Darkyn: Im Bann der Träume (German Edition)
»Bist du mit jemandem zusammen, Mann?«
Jamys schüttelte den Kopf.
»Bei dem Haar dachte ich mir das schon.« Decree zog eine Karte und einen Stift aus der Tasche und schrieb eine Nummer darauf. »Das hier ist mein Handy. Wenn du was brauchst, ruf an.«
Jamys nahm die Karte entgegen. Er konnte kein Telefon benutzen, aber es war eine freundliche Geste.
»Kennst du mein Mädchen, Pure?« Decree nickte zum Türrahmen hinüber, wo ein großes Mädchen mit gebleichten Haaren wartete.
Jamys hatte sie im Hafen gesehen. Sie hatte ein Gesicht wie eine Botticelli-Madonna, und sie gehörte zu den wenigen Frauen, die ihm keinen Sex angeboten hatten. Er nickte ihr zu.
»Es arbeitet ein neuer Typ hier, der früher mal Priester war«, meinte Decree. »Ein Kerl namens John. Er kennt meine Familie und will mir was Gutes tun – kennst du solche Leute?« Er wartete nicht auf eine Antwort. »Wenn sie Ärger mit ihm hat, und ich bin nicht da, würdest du dich dann um sie kümmern?«
Jamys zuckte mit den Schultern. Er mochte Priester nicht, aber er würde keinen Mann angreifen, nur weil er jemandem helfen wollte.

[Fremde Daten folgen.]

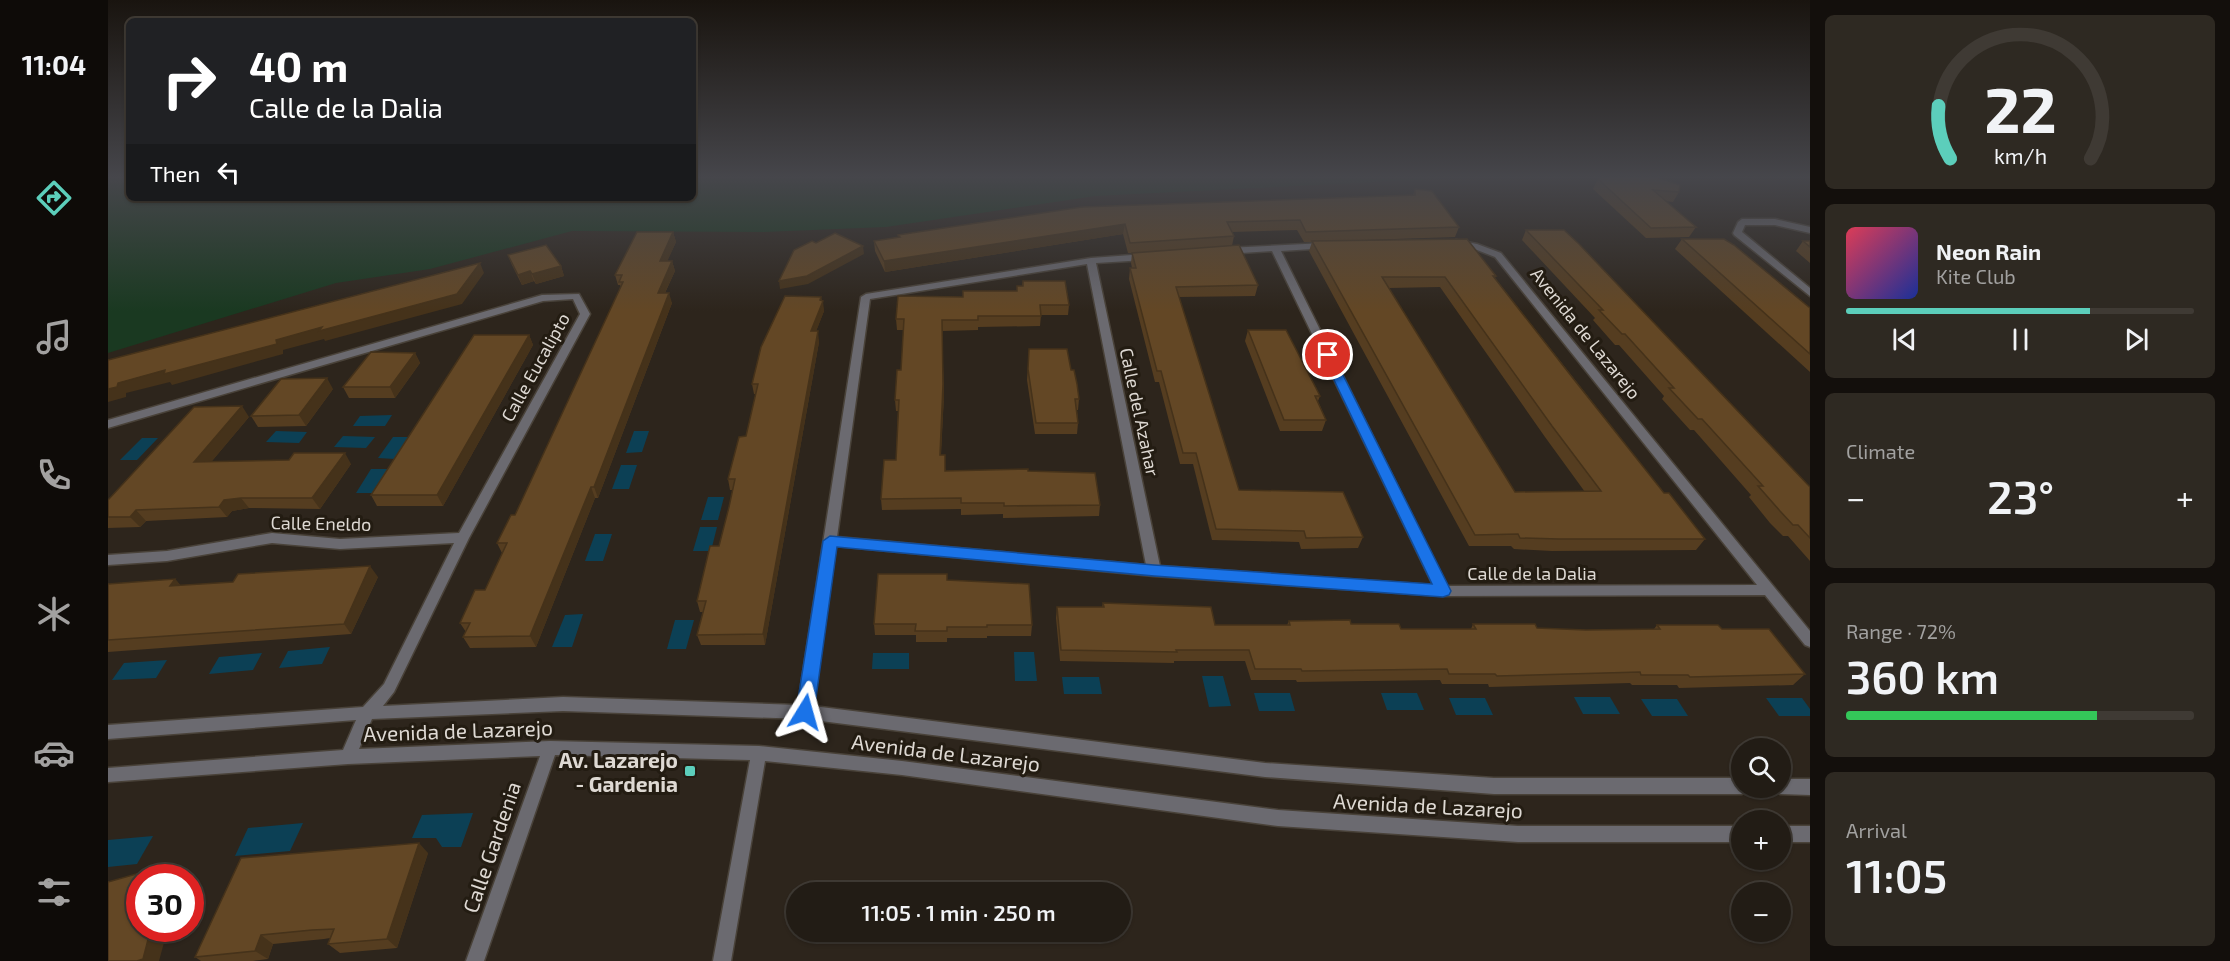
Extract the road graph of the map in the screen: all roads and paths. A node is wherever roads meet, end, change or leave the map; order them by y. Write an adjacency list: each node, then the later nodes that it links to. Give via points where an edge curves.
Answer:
1 (1810, 230): 8 (street, via 1775,222 1742,222 1737,233)
2 (1442, 242): 14 (street, Avenida de Lazarejo, via 1474,246 1498,255)
3 (1334, 246): 4 (street)
4 (1275, 248): 5 (street); 15 (street)
5 (1217, 252)
6 (1160, 256): 7 (street)
7 (1091, 261): 11 (street, via 866,297); 13 (street, Calle del Azahar)
8 (1810, 293)
9 (108, 424): 10 (street, Calle Eucalipto, via 542,298 576,296 585,314)
10 (463, 538): 12 (street, Calle Eneldo, via 340,544 272,538 167,556); 18 (street, Calle Eucalipto, via 389,688)
11 (830, 541): 13 (street, Calle de la Dalia); 17 (street)
12 (108, 560)
13 (1154, 571): 15 (street, Calle de la Dalia)
14 (1768, 590): 15 (street, Calle de la Dalia); 16 (street, Avenida de Lazarejo)
15 (1443, 591)
16 (1810, 641)
17 (805, 712): 18 (street, Avenida de Lazarejo, via 563,704); 24 (street, Avenida de Lazarejo, via 1265,770 1494,786)
18 (367, 713): 19 (street, Avenida de Lazarejo); 22 (street, Calle Eucalipto)
19 (108, 732)
20 (550, 748): 21 (street, Avenida de Lazarejo); 22 (street, Avenida de Lazarejo); 30 (street, Calle Gardenia)
21 (759, 753): 27 (street, Avenida de Lazarejo, via 1278,818 1518,834); 31 (street)
22 (348, 757): 23 (street, Avenida de Lazarejo)
23 (108, 775)
24 (1731, 786)
25 (1791, 786): 26 (street)
26 (1810, 786)
27 (1731, 834)
28 (1791, 834): 29 (street)
29 (1810, 834)
30 (475, 961)
31 (722, 961)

»Jay ist die meisten Nächte nicht da, Decree«, meinte Pure. »Genau wie du. Und John macht mir keinen Ärger.«
Der Junge musterte ihn schärfer. »Gehst du heute Abend raus, Mann?«
Jamys nickte und blickte das Mädchen an.
»Nein, sie geht nirgendwohin. Ich lasse mein Mädchen nicht mehr auf der Straße arbeiten.« Decree ging zu Pure und küsste sie. »Er scheint okay zu sein, also halte dich an ihn. Ich komme morgen wieder vorbei.« Er ging und ließ das Mädchen mit Jamys allein.

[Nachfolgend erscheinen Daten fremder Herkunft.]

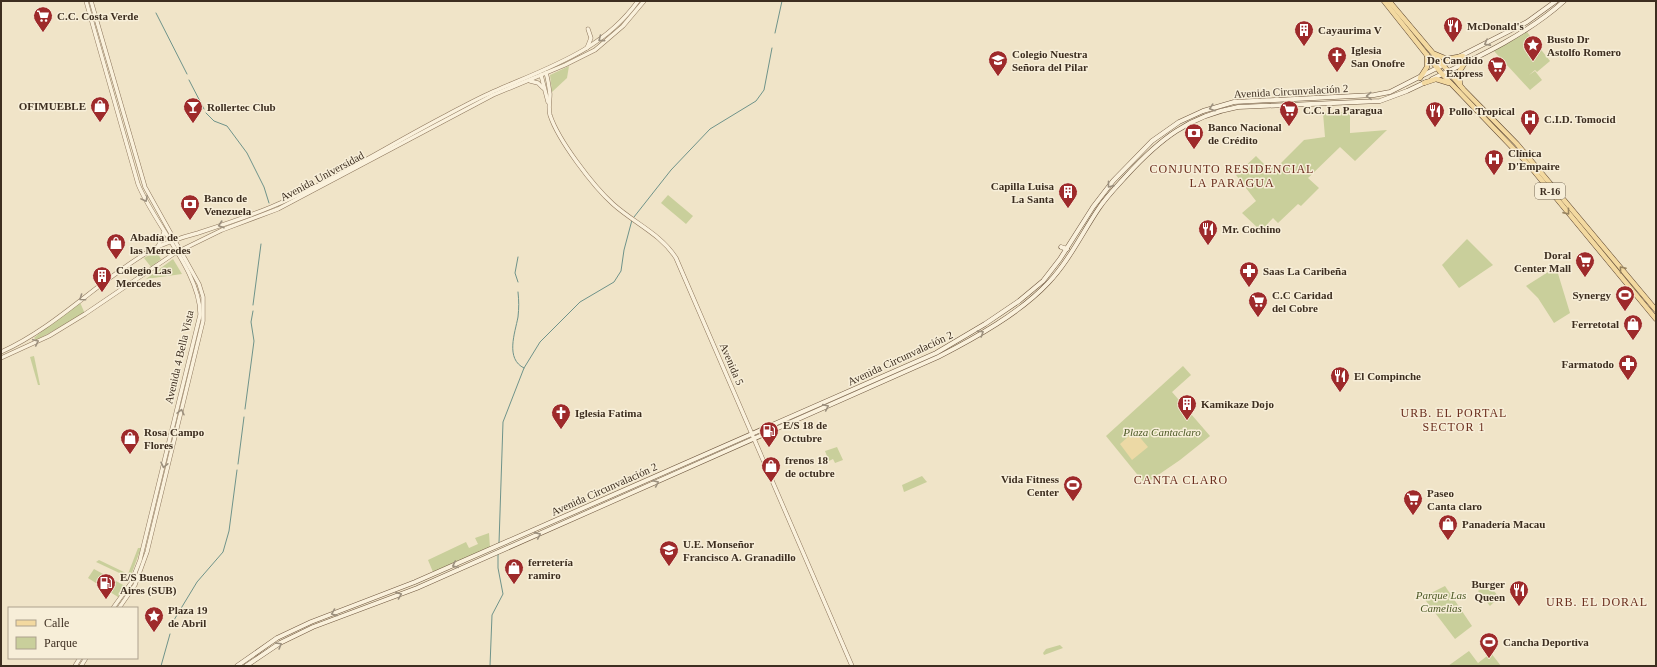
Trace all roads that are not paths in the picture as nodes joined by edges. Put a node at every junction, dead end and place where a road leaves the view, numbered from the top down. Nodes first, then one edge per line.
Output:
1 (86, 1) edge
2 (90, 1) edge
3 (638, 1) edge
4 (644, 1) edge
5 (1384, 1) edge
6 (1389, 1) edge
7 (1556, 1) edge
8 (1564, 1) edge
9 (588, 29) dead end
10 (586, 49) junction
11 (1432, 52) junction
12 (1427, 55) junction
13 (1464, 56) junction
14 (1466, 61) junction
15 (1441, 68) junction
16 (1447, 71) junction
17 (545, 72) junction
18 (540, 74) junction
19 (1442, 74) junction
20 (1420, 78) junction
21 (529, 81) junction
22 (1424, 83) junction
23 (1450, 83) junction
24 (1461, 86) junction
25 (544, 89) junction
26 (548, 103) junction
27 (164, 232) junction
28 (175, 240) junction
29 (171, 242) junction
30 (1061, 247) dead end
31 (157, 248) junction
32 (1067, 249) junction
33 (180, 250) junction
34 (176, 252) junction
35 (1029, 285) dead end
36 (1033, 290) junction
37 (1656, 310) edge
38 (1656, 319) edge
39 (1, 352) edge
40 (1, 358) edge
41 (183, 383) junction
42 (188, 384) junction
43 (795, 421) junction
44 (797, 426) dead end
45 (752, 434) junction
46 (754, 440) junction
47 (689, 468) junction
48 (691, 473) dead end
49 (582, 516) junction
50 (584, 521) dead end
51 (114, 607) edge
52 (120, 607) edge
53 (350, 613) junction
54 (352, 619) dead end
55 (236, 666) edge
56 (246, 666) edge
57 (852, 666) edge

1 -> 27 street, Avenida 4 Bella Vista
2 - 28 street, Avenida 4 Bella Vista
3 -> 10 street, Avenida Universidad
4 - 17 street, Avenida Universidad
5 - 12 main road, R-16
6 - 11 main road, R-16
7 -> 13 main road, Avenida Circunvalación 2
8 - 14 main road, Avenida Circunvalación 2
9 - 10 street
10 - 17 street, Avenida Universidad
11 - 13 main road
11 - 15 main road, R-16
12 - 15 main road, R-16
12 - 20 main road
13 - 15 main road, Avenida Circunvalación 2
14 - 16 main road, Avenida Circunvalación 2
14 - 24 main road
15 - 16 main road, R-16
15 - 19 main road, R-16
15 - 20 main road, Avenida Circunvalación 2
16 - 19 main road, Avenida Circunvalación 2
16 - 24 main road, R-16
17 - 18 street, Avenida Universidad
17 - 26 street, Avenida 5
18 - 21 street, Avenida Universidad
18 - 25 street, Avenida 5
18 -> 28 street, Avenida Universidad
19 - 22 main road, Avenida Circunvalación 2
19 - 23 main road, R-16
20 -> 32 main road, Avenida Circunvalación 2
21 - 25 street
21 - 33 street, Avenida Universidad
22 - 23 main road
43 -> 22 main road, Avenida Circunvalación 2
23 -> 38 main road, R-16
37 -> 24 main road, R-16
25 - 26 street, Avenida 5
26 - 45 street, Avenida 5
27 - 29 street, Avenida 4 Bella Vista
27 - 31 street
28 - 29 street, Avenida Universidad
28 - 33 street, Avenida 4 Bella Vista
29 - 31 street, Avenida Universidad
29 - 34 street, Avenida 4 Bella Vista
30 - 32 main road
31 -> 39 street, Avenida Universidad
32 - 36 main road, Avenida Circunvalación 2
33 - 34 street, Avenida Universidad
33 - 42 street, Avenida 4 Bella Vista
40 -> 34 street, Avenida Universidad
34 - 41 street, Avenida 4 Bella Vista
35 - 36 main road
36 - 45 main road, Avenida Circunvalación 2
41 - 42 street
41 -> 51 street, Avenida 4 Bella Vista
52 -> 42 street, Avenida 4 Bella Vista
43 - 44 main road
43 - 46 main road, Avenida Circunvalación 2
45 - 46 street, Avenida 5
45 -> 55 main road, Avenida Circunvalación 2
46 - 47 main road, Avenida Circunvalación 2
46 - 57 street, Avenida 5
47 - 48 main road
49 -> 47 main road, Avenida Circunvalación 2
49 - 50 main road
53 -> 49 main road, Avenida Circunvalación 2
53 - 54 main road
56 -> 53 main road, Avenida Circunvalación 2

Pure lächelte ihn an. »Er macht sich Sorgen um mich. Gibt hier eine Menge Arschlöcher.«
Jamys zog sich seine Hose an und stand auf. Als er es tat, kam Pure herein und schloss die Tür. Er beobachtete sie, während er sich fertig anzog, aber sie schien damit zufrieden zu sein, lächelnd an der Wand zu lehnen.

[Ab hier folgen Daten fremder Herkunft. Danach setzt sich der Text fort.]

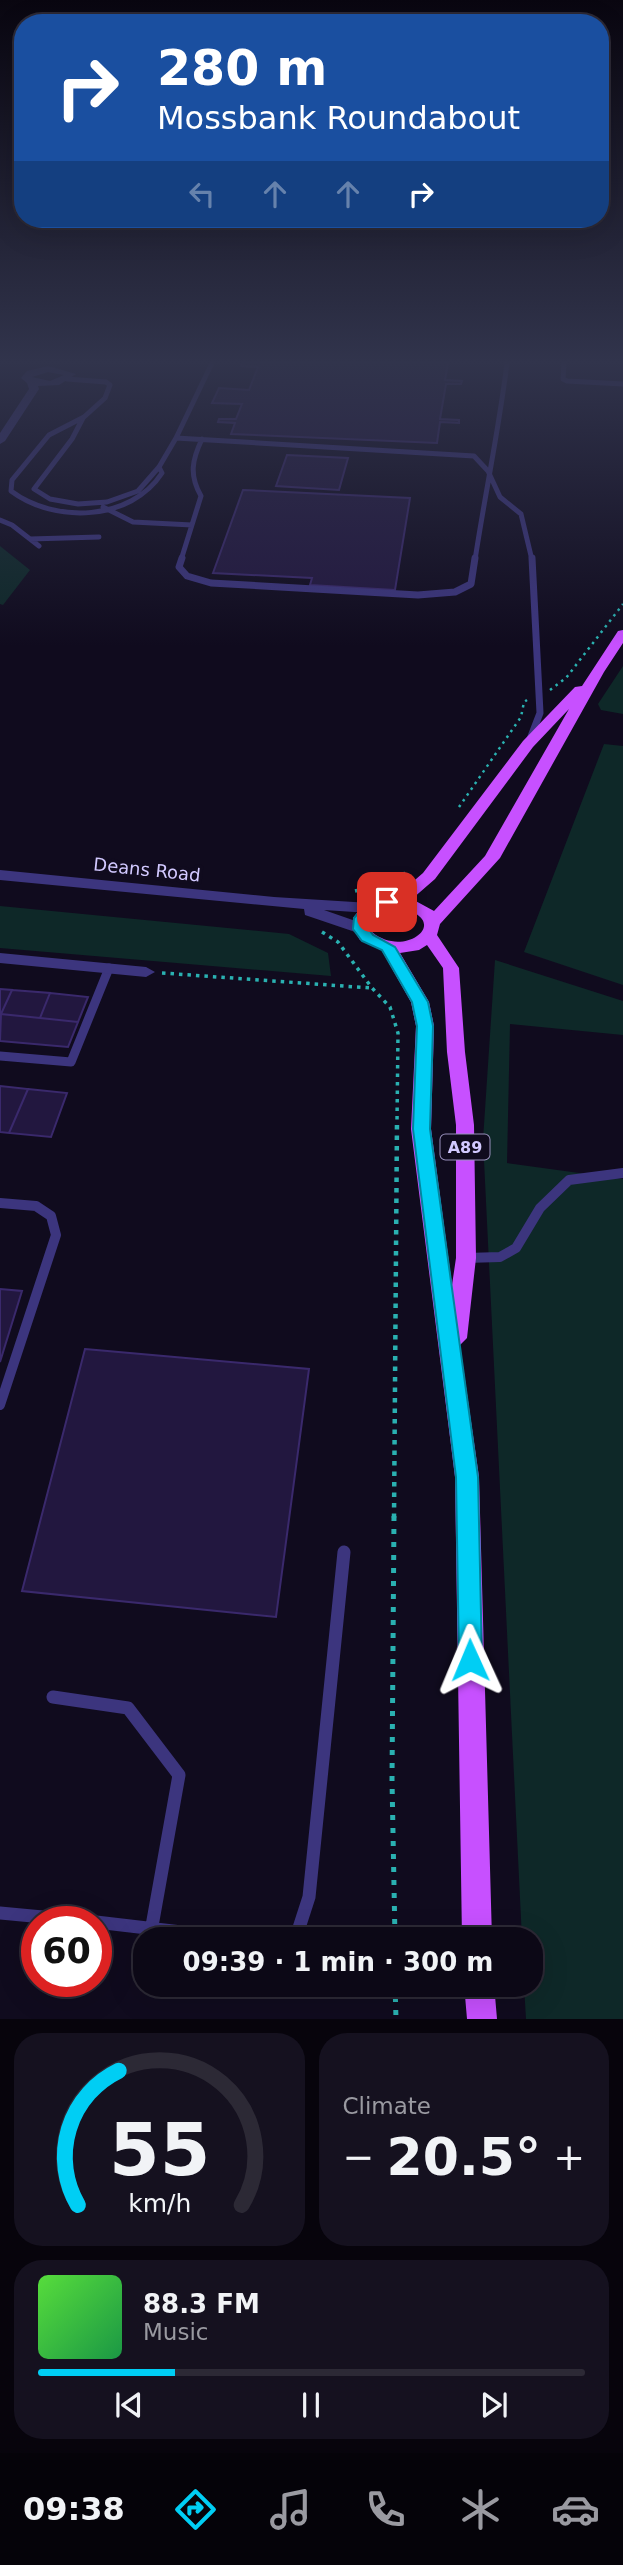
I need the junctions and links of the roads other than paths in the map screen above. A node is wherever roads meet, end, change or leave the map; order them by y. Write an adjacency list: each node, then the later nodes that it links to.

»Du redest wirklich nicht viel.« Pure ging auf ihn zu und legte ihre Hand an sein Gesicht. Als Jamys ganz still stehen blieb, runzelte sie die Stirn. »Ich werde dich nicht schlagen, Jay. Die Etiketten hängen raus.« Sie fasste in seinen Nacken und schob sie in seinen Kragen zurück. »Mmm. Du riechst toll. Wie ein Wald. Was ist das?«
Der Kontakt ließ Jamys’ dents acérées in seinen Mund schießen, und sein Duft intensivierte sich. Er hatte nicht gejagt, bevor er sich auf die Suche nach seinem Vater gemacht hatte; Hunger schärfte seine Sinne und machte ihn wachsamer. Das Mädchen hier war jedoch eine Versuchung. Die Tür war geschlossen; niemand würde hereinkommen.
Als habe sie seine Gedanken gehört, erbleichte Pure. »Scheiße, scheiße.« Sie fing an zu schwanken, und er fing sie mit einem Arm auf, bevor sie hinfiel.
Pure , dachte er, während er sie aufs Bett legte. Sie war völlig schlaff. Wach auf .
Ein paar Sekunden später öffnete sie die Augen. »Wo zur Hölle … Oh.« Sie entspannte sich und fiel zurück in sein Kissen. »Ich hasse es, wenn das passiert.« Sie drückte eine Hand auf ihren flachen Bauch und zog eine Grimasse. »Tut mir leid.«
Jamys war hin und her gerissen. Offensichtlich war sie krank, deshalb konnte er ihr Blut nicht trinken. Er musste gehen und Thierry suchen, aber er wollte sie hier nicht allein lassen. Er berührte ihre Wange. Ich hole jemanden .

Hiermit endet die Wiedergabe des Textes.